Queria poder estar contigo. Sentir suas mãos nas minhas e aquele cheiro de cigarro que é só seu.
Talvez “saudade” seja isso... Essa coisa louca de perceber que até os defeitos de alguém lhe fazem falta...
Seria clichê dizer que às vezes - ou quase sempre - vejo seu rosto nos que me passam pela rua? Não. Não o vejo. Apenas o procuro, desejando-o, mesmo que me doa admitir.

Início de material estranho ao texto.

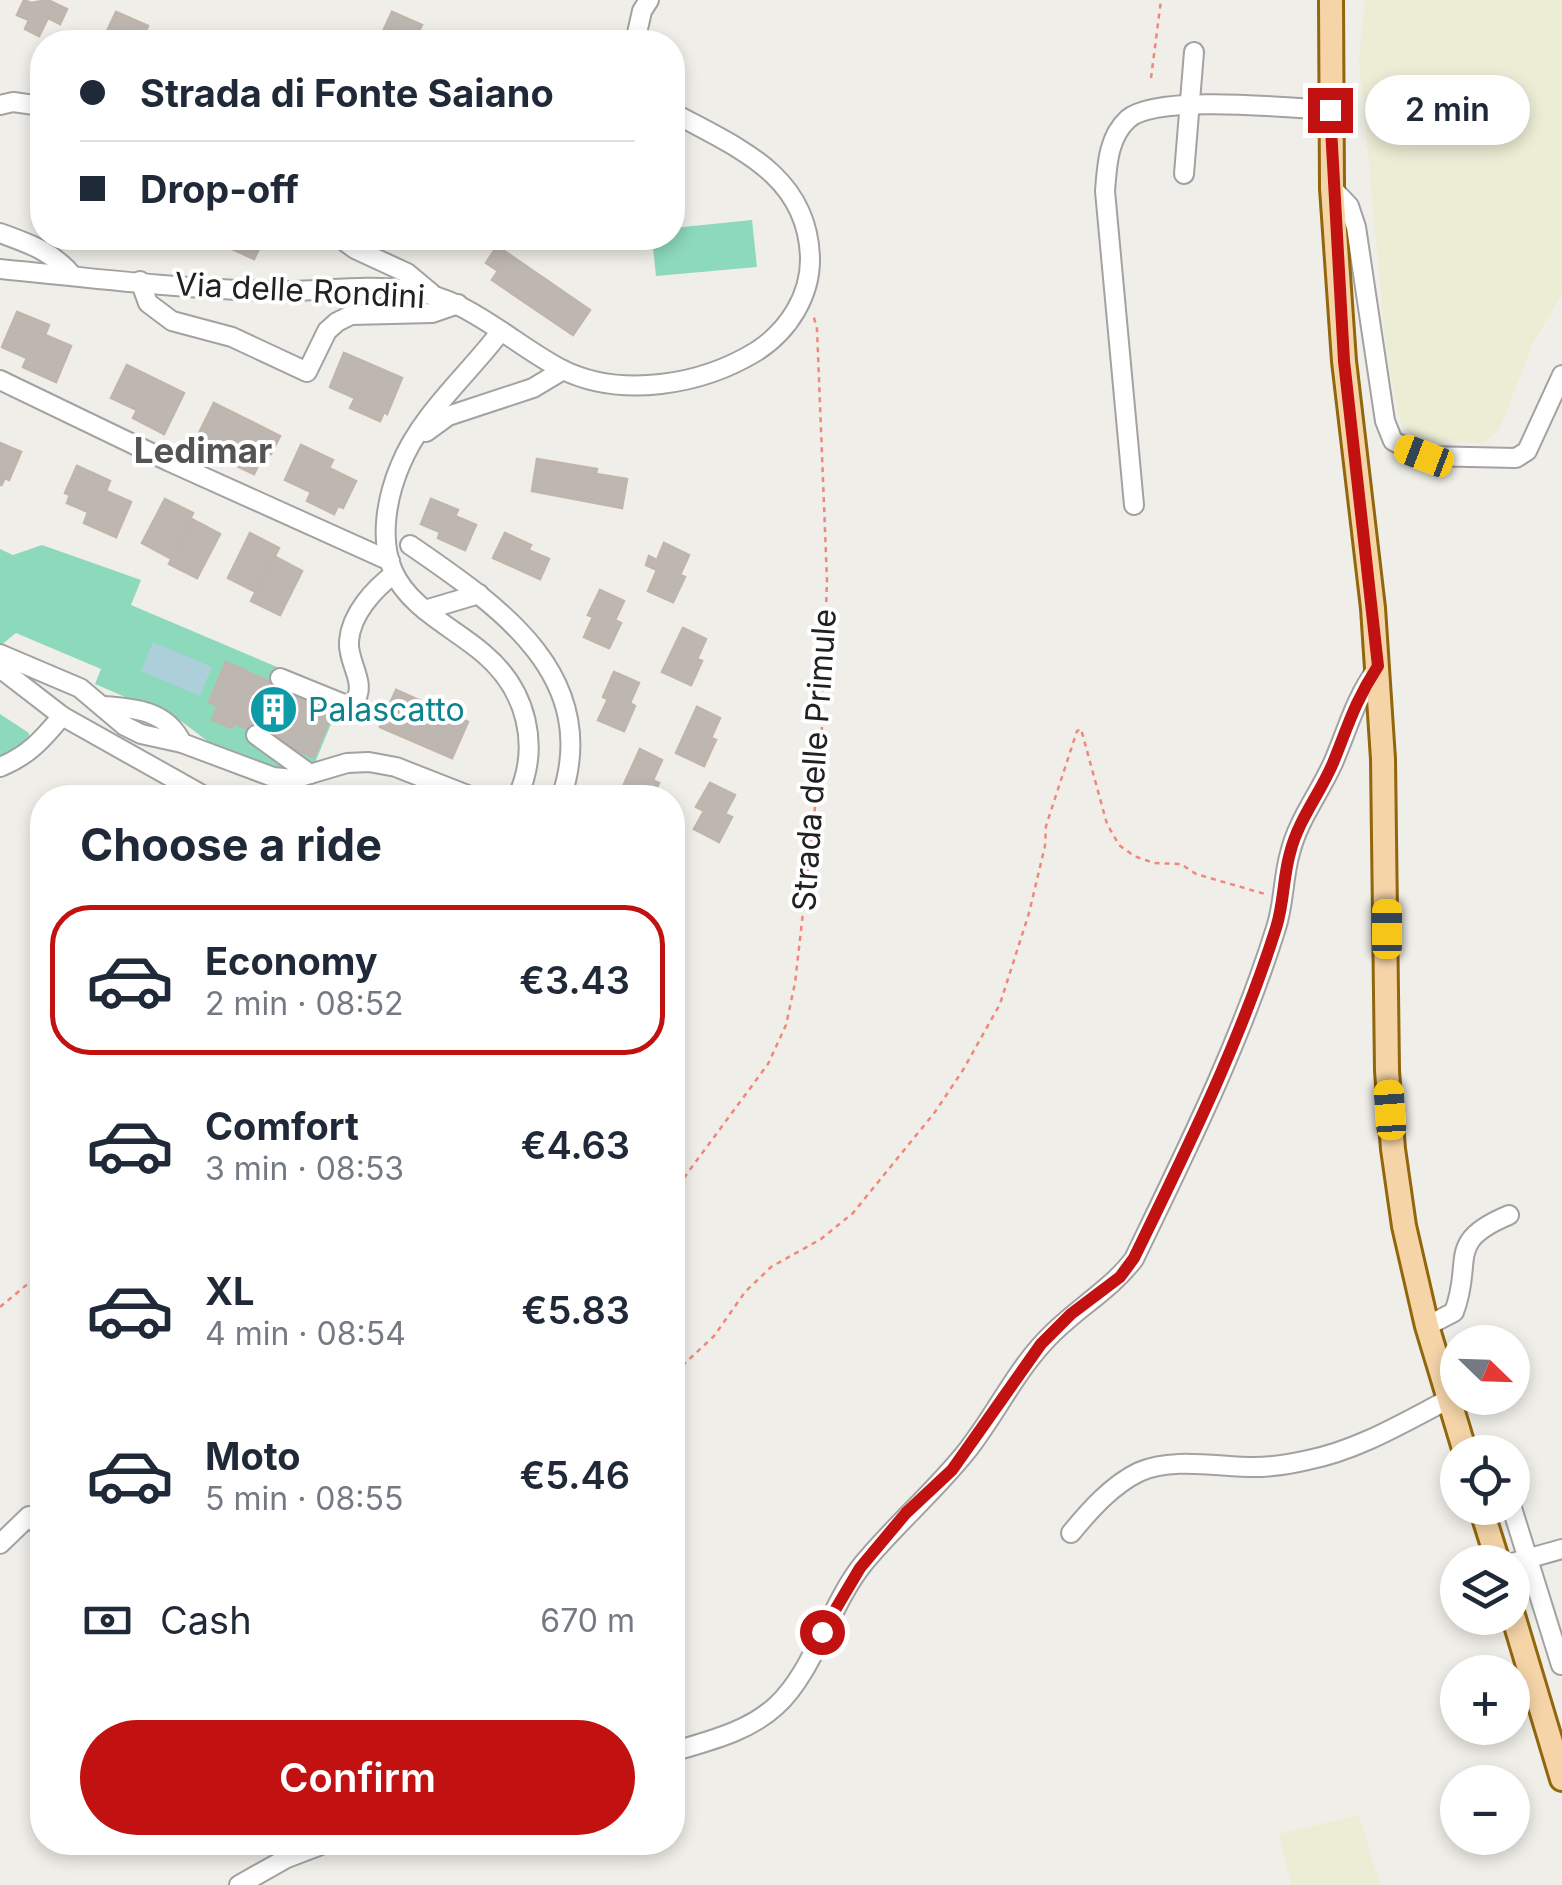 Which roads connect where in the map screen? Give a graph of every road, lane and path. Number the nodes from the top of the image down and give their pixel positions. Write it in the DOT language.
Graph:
graph roads {
  1 [pos="649,0"];
  2 [pos="1161,0"];
  3 [pos="1331,0"];
  4 [pos="638,30"];
  5 [pos="1194,52"];
  6 [pos="1150,78"];
  7 [pos="30,104"];
  8 [pos="0,105"];
  9 [pos="1190,106"];
  10 [pos="1330,110"];
  11 [pos="685,119"];
  12 [pos="1184,174"];
  13 [pos="1332,188"];
  14 [pos="0,233"];
  15 [pos="30,244"];
  16 [pos="45,250"];
  17 [pos="355,250"];
  18 [pos="0,269"];
  19 [pos="73,276"];
  20 [pos="140,281"];
  21 [pos="806,292"];
  22 [pos="432,293"];
  23 [pos="458,304"];
  24 [pos="501,331"];
  25 [pos="563,370"];
  26 [pos="1562,375"];
  27 [pos="0,380"];
  28 [pos="413,440"];
  29 [pos="1134,504"];
  30 [pos="410,545"];
  31 [pos="392,567"];
  32 [pos="479,594"];
  33 [pos="425,610"];
  34 [pos="0,654"];
  35 [pos="1378,666"];
  36 [pos="0,668"];
  37 [pos="280,678"];
  38 [pos="62,716"];
  39 [pos="256,735"];
  40 [pos="0,766"];
  41 [pos="310,774"];
  42 [pos="185,785"];
  43 [pos="442,785"];
  44 [pos="521,785"];
  45 [pos="566,785"];
  46 [pos="1283,895"];
  47 [pos="685,1176"];
  48 [pos="1510,1215"];
  49 [pos="30,1282"];
  50 [pos="0,1307"];
  51 [pos="1427,1326"];
  52 [pos="685,1363"];
  53 [pos="1440,1369"];
  54 [pos="1440,1403"];
  55 [pos="30,1516"];
  56 [pos="1071,1533"];
  57 [pos="0,1544"];
  58 [pos="1562,1549"];
  59 [pos="1530,1558"];
  60 [pos="1530,1586"];
  61 [pos="1519,1635"];
  62 [pos="1561,1665"];
  63 [pos="685,1747"];
  64 [pos="1561,1772"];
  65 [pos="295,1855"];
  66 [pos="239,1885"];
  1 -- 4 [label="street"];
  2 -- 6 [label="path"];
  3 -- 10 [label="main road"];
  5 -- 9 [label="street"];
  7 -- 8 [label="street"];
  9 -- 10 [label="street"];
  9 -- 12 [label="street"];
  9 -- 29 [label="street"];
  10 -- 13 [label="main road"];
  11 -- 21 [label="street"];
  13 -- 26 [label="street"];
  13 -- 35 [label="main road"];
  14 -- 15 [label="street"];
  16 -- 19 [label="street"];
  17 -- 22 [label="street"];
  18 -- 19 [label="street, Via delle Rondini"];
  19 -- 20 [label="street, Via delle Rondini"];
  20 -- 22 [label="street, Via delle Rondini"];
  20 -- 23 [label="street, Via delle Rondini"];
  21 -- 25 [label="street, Via delle Rondini"];
  21 -- 47 [label="path, Strada delle Primule"];
  22 -- 23 [label="street, Via delle Rondini"];
  23 -- 24 [label="street, Via delle Rondini"];
  24 -- 25 [label="street, Via delle Rondini"];
  24 -- 28 [label="street"];
  25 -- 28 [label="street"];
  27 -- 31 [label="street"];
  28 -- 31 [label="street"];
  30 -- 32 [label="street"];
  31 -- 33 [label="street"];
  31 -- 37 [label="street"];
  32 -- 33 [label="street"];
  32 -- 45 [label="street"];
  33 -- 44 [label="street"];
  34 -- 41 [label="street"];
  35 -- 46 [label="street"];
  35 -- 51 [label="main road"];
  36 -- 38 [label="street"];
  38 -- 40 [label="street"];
  38 -- 42 [label="street"];
  39 -- 41 [label="street"];
  41 -- 43 [label="street"];
  46 -- 52 [label="path"];
  46 -- 63 [label="street"];
  48 -- 51 [label="street"];
  49 -- 50 [label="path"];
  51 -- 53 [label="main road"];
  54 -- 56 [label="street"];
  55 -- 57 [label="street"];
  58 -- 59 [label="street"];
  60 -- 62 [label="street"];
  61 -- 64 [label="main road"];
  65 -- 66 [label="street"];
}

Sorrio lembrando de nossas brigas.
Estou convencida de que Armando seria um viciado em doces, se chupasse tantas balas quanto fumava cigarros.
Tinha a voz sempre rouca, de quem nunca está 100% saudável e, por trás do semblante calmo, parecia estar sempre ansioso, nervoso por acontecimentos que sequer ensaiavam existir. Sempre à espera do clímax de sua vida, dizia ele, como em um filme.
Se há algo em que fui sincera - e sem arrependimentos - foi em declarar, desinibida e por diversas vezes, o quanto me incomodava a sua maneira de ser.
Me deixava à flor da pele com aquele jeito manso, de quem tem muito a dizer mas nunca parece disposto a falar, temendo revelar mais do que o necessário de si mesmo.
Por isso é tão difícil admitir o quanto seu silêncio carregado me faz falta... Ainda mais quando, na verdade, não é de Armando que eu preciso. Eu sei que não é.
Entretanto, sinto falta de duvidar da integridade de meus nervos. De esquecer a boa educação e arrancar um de seus malditos cigarros recém acesos dos lábios. Atirá-lo ao chão. Pisar no rolinho de nicotina e olhar em seus olhos, triunfante pela sua descompostura.
Ainda que consciente de que mesmo descomposto e desarmado de seu véu esfumaçado era ainda o mesmo homem, me irritando pelo simples jeito cansado com o qual suspira, antes de sorrir de lado e, resignado, admitir o quanto me ama.